▶ [DIRECTIONS FOR THIS TASK] Return all lines from the listing below that include the word "roads".

▶ [PROVIDED RECORDS]
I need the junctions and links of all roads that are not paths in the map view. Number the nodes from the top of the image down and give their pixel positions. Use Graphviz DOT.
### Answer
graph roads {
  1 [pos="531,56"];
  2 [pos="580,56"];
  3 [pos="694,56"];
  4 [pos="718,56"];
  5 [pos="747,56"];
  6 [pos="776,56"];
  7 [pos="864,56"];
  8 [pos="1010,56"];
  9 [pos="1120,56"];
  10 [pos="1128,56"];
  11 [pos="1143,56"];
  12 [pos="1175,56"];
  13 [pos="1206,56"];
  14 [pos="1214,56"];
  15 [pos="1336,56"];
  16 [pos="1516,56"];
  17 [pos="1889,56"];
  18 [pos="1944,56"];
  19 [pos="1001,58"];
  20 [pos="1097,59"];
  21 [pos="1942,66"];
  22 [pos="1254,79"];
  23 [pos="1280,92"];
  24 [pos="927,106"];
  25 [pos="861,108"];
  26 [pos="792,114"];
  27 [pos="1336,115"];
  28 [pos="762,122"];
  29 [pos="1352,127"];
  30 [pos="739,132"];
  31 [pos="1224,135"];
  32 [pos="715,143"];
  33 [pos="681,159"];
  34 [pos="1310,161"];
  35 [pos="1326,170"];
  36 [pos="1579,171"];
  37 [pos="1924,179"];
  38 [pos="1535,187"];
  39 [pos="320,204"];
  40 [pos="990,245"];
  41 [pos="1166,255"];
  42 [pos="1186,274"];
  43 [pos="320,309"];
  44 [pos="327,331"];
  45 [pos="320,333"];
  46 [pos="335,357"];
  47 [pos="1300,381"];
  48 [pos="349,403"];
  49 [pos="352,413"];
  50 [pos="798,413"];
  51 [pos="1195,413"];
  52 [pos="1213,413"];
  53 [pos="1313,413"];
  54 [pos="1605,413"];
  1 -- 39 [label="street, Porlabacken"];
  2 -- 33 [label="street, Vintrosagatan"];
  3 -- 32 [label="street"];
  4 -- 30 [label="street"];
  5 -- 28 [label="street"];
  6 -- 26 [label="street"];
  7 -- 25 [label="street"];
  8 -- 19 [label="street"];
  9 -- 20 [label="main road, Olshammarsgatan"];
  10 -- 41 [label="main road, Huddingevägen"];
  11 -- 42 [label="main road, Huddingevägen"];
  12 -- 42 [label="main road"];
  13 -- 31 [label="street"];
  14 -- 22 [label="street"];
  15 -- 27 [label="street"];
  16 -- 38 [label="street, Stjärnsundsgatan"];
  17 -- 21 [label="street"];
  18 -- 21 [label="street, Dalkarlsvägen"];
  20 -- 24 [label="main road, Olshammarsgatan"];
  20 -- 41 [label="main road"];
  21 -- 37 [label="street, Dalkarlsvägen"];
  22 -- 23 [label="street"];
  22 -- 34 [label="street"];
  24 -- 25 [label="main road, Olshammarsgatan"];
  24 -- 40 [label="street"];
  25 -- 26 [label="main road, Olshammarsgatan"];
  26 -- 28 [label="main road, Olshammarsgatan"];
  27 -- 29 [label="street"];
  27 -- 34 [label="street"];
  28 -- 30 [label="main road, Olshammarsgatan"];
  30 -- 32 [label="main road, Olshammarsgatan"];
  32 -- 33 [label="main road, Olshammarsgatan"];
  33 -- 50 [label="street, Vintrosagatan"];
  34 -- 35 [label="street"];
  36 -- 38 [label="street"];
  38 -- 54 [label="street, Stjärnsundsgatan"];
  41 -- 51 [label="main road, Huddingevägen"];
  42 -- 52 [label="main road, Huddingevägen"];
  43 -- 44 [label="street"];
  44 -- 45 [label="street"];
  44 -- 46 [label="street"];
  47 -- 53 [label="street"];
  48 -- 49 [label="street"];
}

▶ [ANSWER TO THIS TASK]
I need the junctions and links of all roads that are not paths in the map view. Number the nodes from the top of the image down and give their pixel positions. Use Graphviz DOT.
graph roads {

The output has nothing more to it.